_TO DO_
In your copy, include every record exactly and no pictures.

[Opening SUPPLIED MATERIAL section]

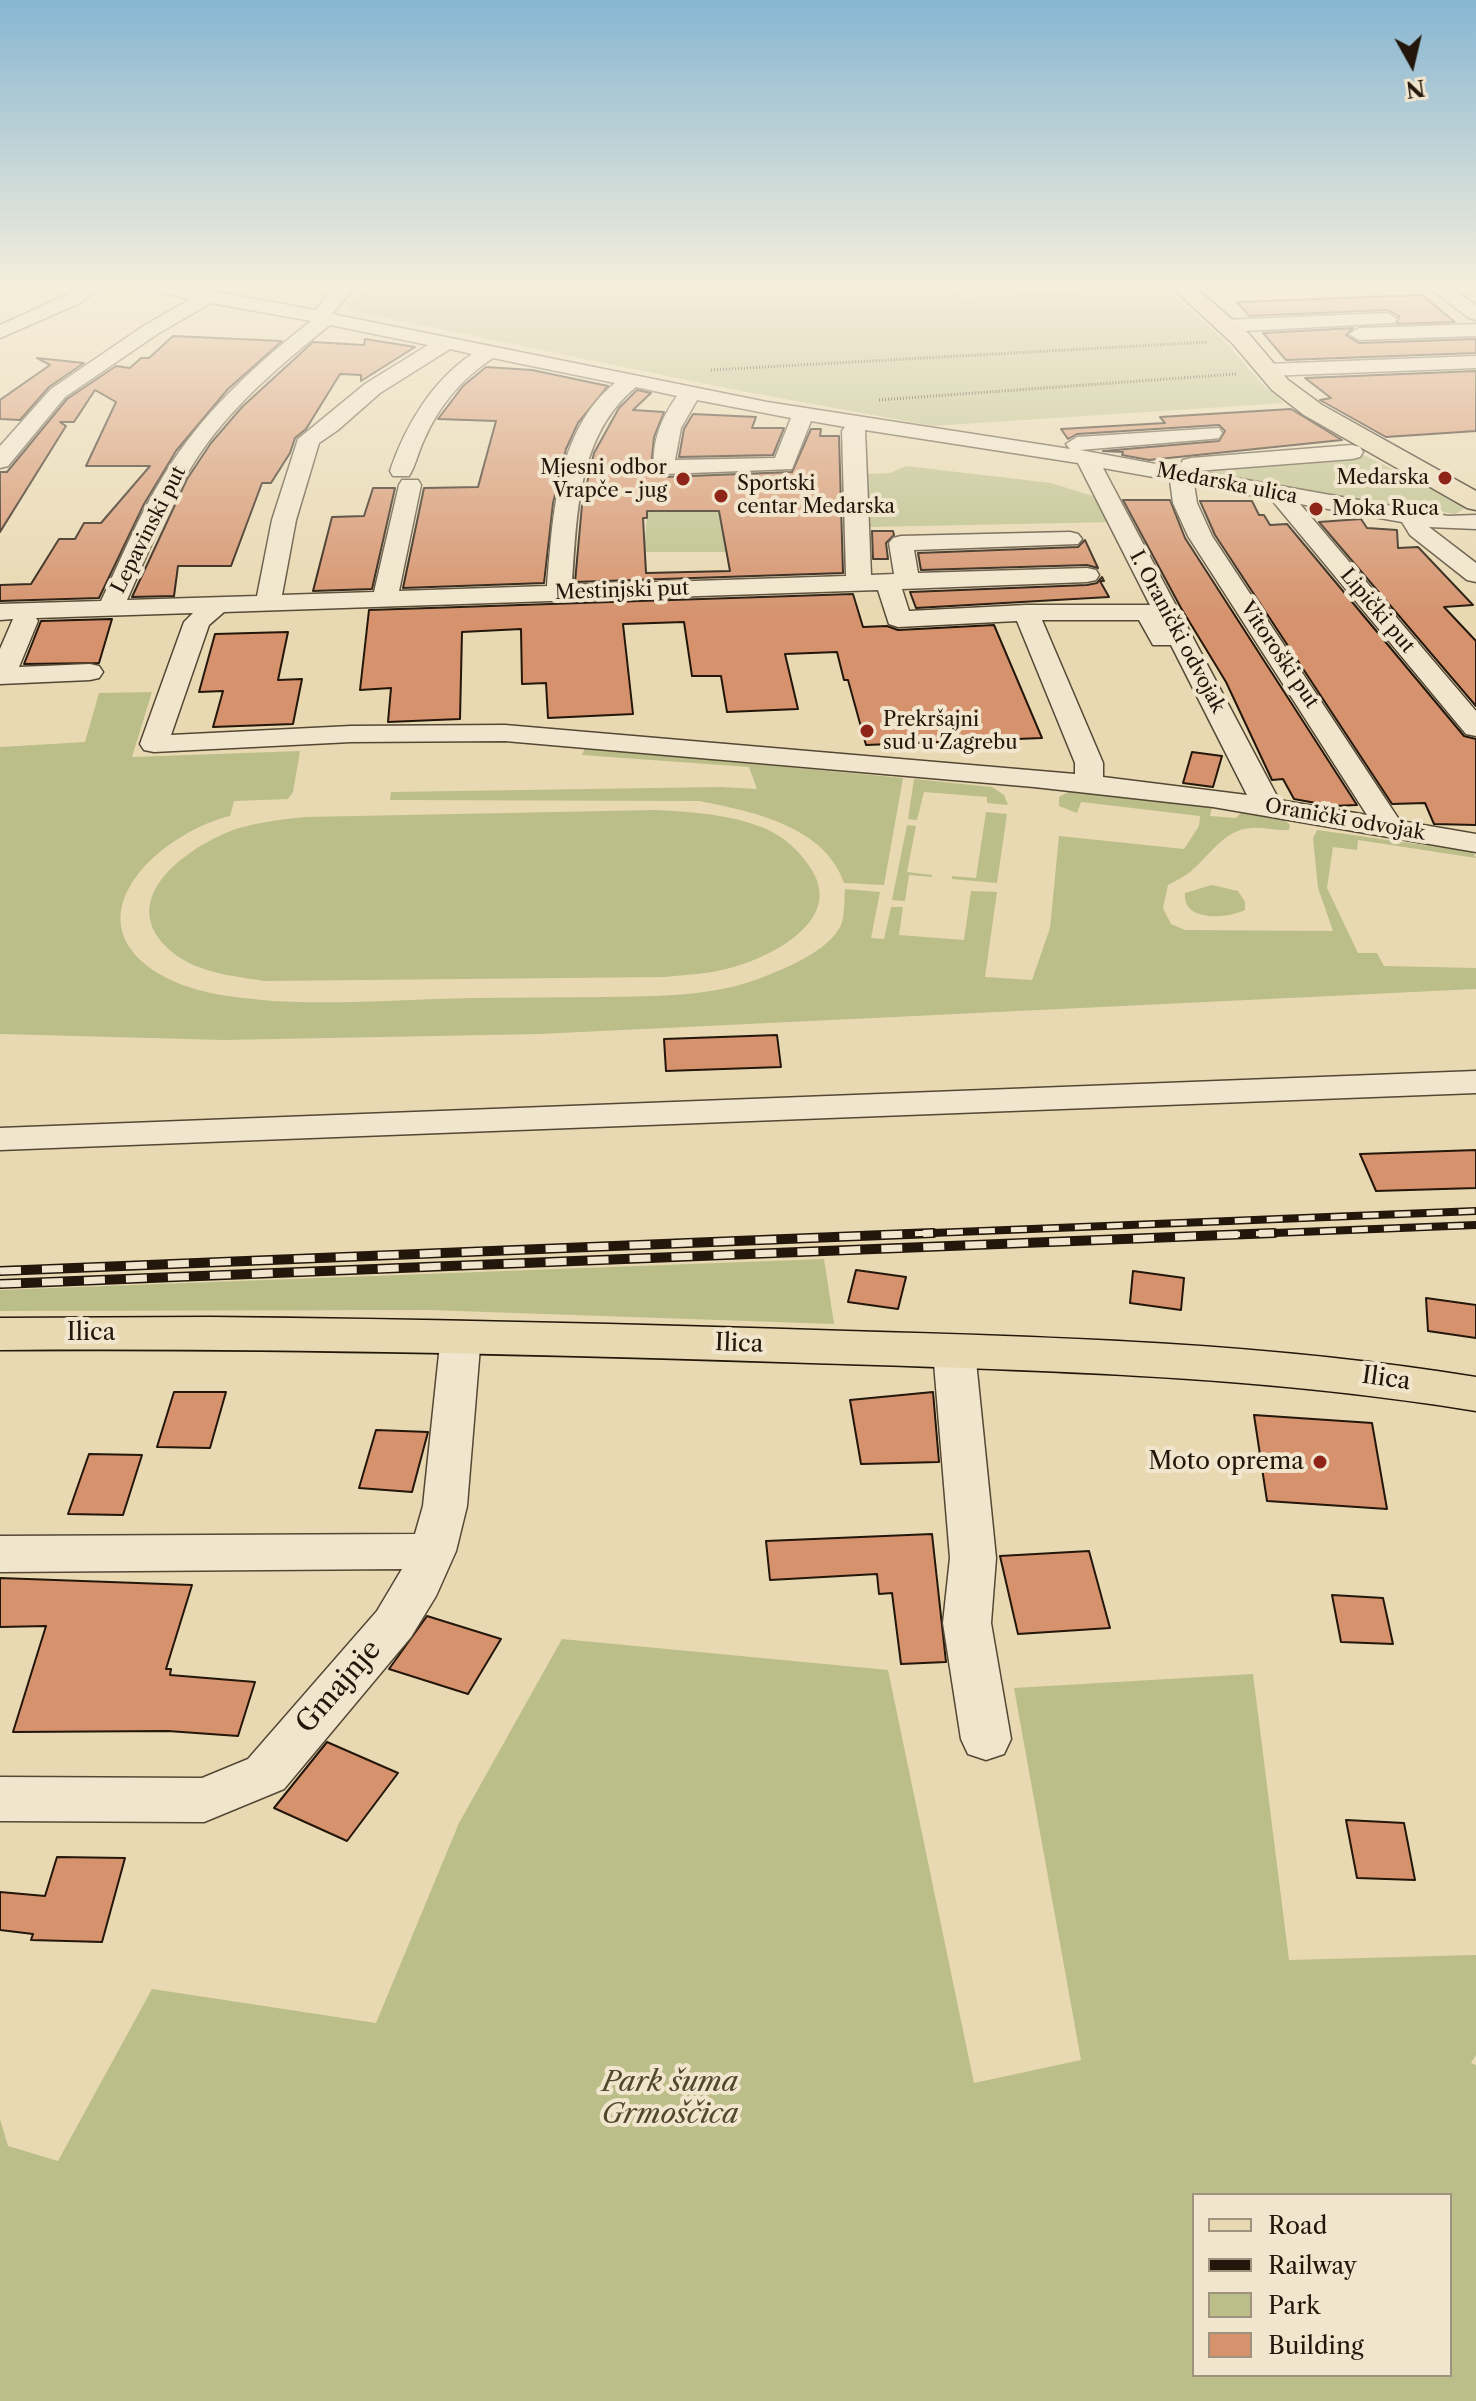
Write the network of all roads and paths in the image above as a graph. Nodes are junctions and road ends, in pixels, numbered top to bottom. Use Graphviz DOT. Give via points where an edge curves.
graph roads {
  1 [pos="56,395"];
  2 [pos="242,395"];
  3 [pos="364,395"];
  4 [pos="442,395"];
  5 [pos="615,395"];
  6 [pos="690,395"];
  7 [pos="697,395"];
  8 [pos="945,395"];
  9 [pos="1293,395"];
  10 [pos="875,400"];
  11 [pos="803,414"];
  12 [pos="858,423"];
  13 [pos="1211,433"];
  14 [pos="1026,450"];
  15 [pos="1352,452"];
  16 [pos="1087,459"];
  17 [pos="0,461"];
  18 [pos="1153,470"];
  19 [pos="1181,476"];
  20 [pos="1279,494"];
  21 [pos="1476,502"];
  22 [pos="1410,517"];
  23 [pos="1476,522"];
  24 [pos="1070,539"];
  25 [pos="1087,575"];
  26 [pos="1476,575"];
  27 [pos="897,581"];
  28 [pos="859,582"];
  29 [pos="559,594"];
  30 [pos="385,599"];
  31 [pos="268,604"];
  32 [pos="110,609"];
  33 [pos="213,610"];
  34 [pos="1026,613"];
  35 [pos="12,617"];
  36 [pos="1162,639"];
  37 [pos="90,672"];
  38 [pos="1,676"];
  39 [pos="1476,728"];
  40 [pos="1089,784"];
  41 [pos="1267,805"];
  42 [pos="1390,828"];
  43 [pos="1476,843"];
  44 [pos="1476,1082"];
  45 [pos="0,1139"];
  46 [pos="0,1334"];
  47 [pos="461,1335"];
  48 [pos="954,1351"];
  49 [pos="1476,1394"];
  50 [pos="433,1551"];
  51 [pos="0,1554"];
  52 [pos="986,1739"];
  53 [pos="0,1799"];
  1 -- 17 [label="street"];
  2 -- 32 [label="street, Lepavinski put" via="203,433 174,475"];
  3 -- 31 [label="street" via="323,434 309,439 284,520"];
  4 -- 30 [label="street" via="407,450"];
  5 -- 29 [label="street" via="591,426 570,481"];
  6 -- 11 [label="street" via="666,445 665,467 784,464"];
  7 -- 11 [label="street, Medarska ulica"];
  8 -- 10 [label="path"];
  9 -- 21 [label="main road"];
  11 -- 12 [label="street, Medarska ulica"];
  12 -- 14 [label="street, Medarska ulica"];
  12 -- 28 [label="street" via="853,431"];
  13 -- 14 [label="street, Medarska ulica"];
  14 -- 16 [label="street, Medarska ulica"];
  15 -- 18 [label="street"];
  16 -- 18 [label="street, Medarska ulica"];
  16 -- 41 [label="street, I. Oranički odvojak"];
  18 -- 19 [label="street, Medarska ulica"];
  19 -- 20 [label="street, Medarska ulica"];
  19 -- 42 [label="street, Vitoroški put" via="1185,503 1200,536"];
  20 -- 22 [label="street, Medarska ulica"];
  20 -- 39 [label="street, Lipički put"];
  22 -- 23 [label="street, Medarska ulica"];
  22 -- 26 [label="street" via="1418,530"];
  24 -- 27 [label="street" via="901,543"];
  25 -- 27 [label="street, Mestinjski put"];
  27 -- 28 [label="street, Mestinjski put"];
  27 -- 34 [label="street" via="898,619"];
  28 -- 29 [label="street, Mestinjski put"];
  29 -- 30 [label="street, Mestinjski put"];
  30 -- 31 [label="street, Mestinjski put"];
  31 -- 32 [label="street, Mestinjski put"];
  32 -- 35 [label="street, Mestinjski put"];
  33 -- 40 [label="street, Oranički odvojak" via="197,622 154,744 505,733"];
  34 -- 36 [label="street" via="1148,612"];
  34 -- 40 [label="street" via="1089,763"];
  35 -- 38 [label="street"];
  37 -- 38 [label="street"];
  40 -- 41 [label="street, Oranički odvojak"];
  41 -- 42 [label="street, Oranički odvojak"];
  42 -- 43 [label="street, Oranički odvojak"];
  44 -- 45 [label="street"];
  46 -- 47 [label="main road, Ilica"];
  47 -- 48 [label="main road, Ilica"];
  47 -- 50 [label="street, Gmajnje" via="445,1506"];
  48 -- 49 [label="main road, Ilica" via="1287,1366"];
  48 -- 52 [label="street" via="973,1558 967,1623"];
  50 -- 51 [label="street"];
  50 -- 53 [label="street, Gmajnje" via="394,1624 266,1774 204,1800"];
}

[Closing SUPPLIED MATERIAL section]

_OUTPUT BELOW_
Write the network of all roads and paths in the image above as a graph. Nodes are junctions and road ends, in pixels, numbered top to bottom. Use Graphviz DOT. Give via points where an edge curves.
graph roads {
  1 [pos="56,395"];
  2 [pos="242,395"];
  3 [pos="364,395"];
  4 [pos="442,395"];
  5 [pos="615,395"];
  6 [pos="690,395"];
  7 [pos="697,395"];
  8 [pos="945,395"];
  9 [pos="1293,395"];
  10 [pos="875,400"];
  11 [pos="803,414"];
  12 [pos="858,423"];
  13 [pos="1211,433"];
  14 [pos="1026,450"];
  15 [pos="1352,452"];
  16 [pos="1087,459"];
  17 [pos="0,461"];
  18 [pos="1153,470"];
  19 [pos="1181,476"];
  20 [pos="1279,494"];
  21 [pos="1476,502"];
  22 [pos="1410,517"];
  23 [pos="1476,522"];
  24 [pos="1070,539"];
  25 [pos="1087,575"];
  26 [pos="1476,575"];
  27 [pos="897,581"];
  28 [pos="859,582"];
  29 [pos="559,594"];
  30 [pos="385,599"];
  31 [pos="268,604"];
  32 [pos="110,609"];
  33 [pos="213,610"];
  34 [pos="1026,613"];
  35 [pos="12,617"];
  36 [pos="1162,639"];
  37 [pos="90,672"];
  38 [pos="1,676"];
  39 [pos="1476,728"];
  40 [pos="1089,784"];
  41 [pos="1267,805"];
  42 [pos="1390,828"];
  43 [pos="1476,843"];
  44 [pos="1476,1082"];
  45 [pos="0,1139"];
  46 [pos="0,1334"];
  47 [pos="461,1335"];
  48 [pos="954,1351"];
  49 [pos="1476,1394"];
  50 [pos="433,1551"];
  51 [pos="0,1554"];
  52 [pos="986,1739"];
  53 [pos="0,1799"];
  1 -- 17 [label="street"];
  2 -- 32 [label="street, Lepavinski put" via="203,433 174,475"];
  3 -- 31 [label="street" via="323,434 309,439 284,520"];
  4 -- 30 [label="street" via="407,450"];
  5 -- 29 [label="street" via="591,426 570,481"];
  6 -- 11 [label="street" via="666,445 665,467 784,464"];
  7 -- 11 [label="street, Medarska ulica"];
  8 -- 10 [label="path"];
  9 -- 21 [label="main road"];
  11 -- 12 [label="street, Medarska ulica"];
  12 -- 14 [label="street, Medarska ulica"];
  12 -- 28 [label="street" via="853,431"];
  13 -- 14 [label="street, Medarska ulica"];
  14 -- 16 [label="street, Medarska ulica"];
  15 -- 18 [label="street"];
  16 -- 18 [label="street, Medarska ulica"];
  16 -- 41 [label="street, I. Oranički odvojak"];
  18 -- 19 [label="street, Medarska ulica"];
  19 -- 20 [label="street, Medarska ulica"];
  19 -- 42 [label="street, Vitoroški put" via="1185,503 1200,536"];
  20 -- 22 [label="street, Medarska ulica"];
  20 -- 39 [label="street, Lipički put"];
  22 -- 23 [label="street, Medarska ulica"];
  22 -- 26 [label="street" via="1418,530"];
  24 -- 27 [label="street" via="901,543"];
  25 -- 27 [label="street, Mestinjski put"];
  27 -- 28 [label="street, Mestinjski put"];
  27 -- 34 [label="street" via="898,619"];
  28 -- 29 [label="street, Mestinjski put"];
  29 -- 30 [label="street, Mestinjski put"];
  30 -- 31 [label="street, Mestinjski put"];
  31 -- 32 [label="street, Mestinjski put"];
  32 -- 35 [label="street, Mestinjski put"];
  33 -- 40 [label="street, Oranički odvojak" via="197,622 154,744 505,733"];
  34 -- 36 [label="street" via="1148,612"];
  34 -- 40 [label="street" via="1089,763"];
  35 -- 38 [label="street"];
  37 -- 38 [label="street"];
  40 -- 41 [label="street, Oranički odvojak"];
  41 -- 42 [label="street, Oranički odvojak"];
  42 -- 43 [label="street, Oranički odvojak"];
  44 -- 45 [label="street"];
  46 -- 47 [label="main road, Ilica"];
  47 -- 48 [label="main road, Ilica"];
  47 -- 50 [label="street, Gmajnje" via="445,1506"];
  48 -- 49 [label="main road, Ilica" via="1287,1366"];
  48 -- 52 [label="street" via="973,1558 967,1623"];
  50 -- 51 [label="street"];
  50 -- 53 [label="street, Gmajnje" via="394,1624 266,1774 204,1800"];
}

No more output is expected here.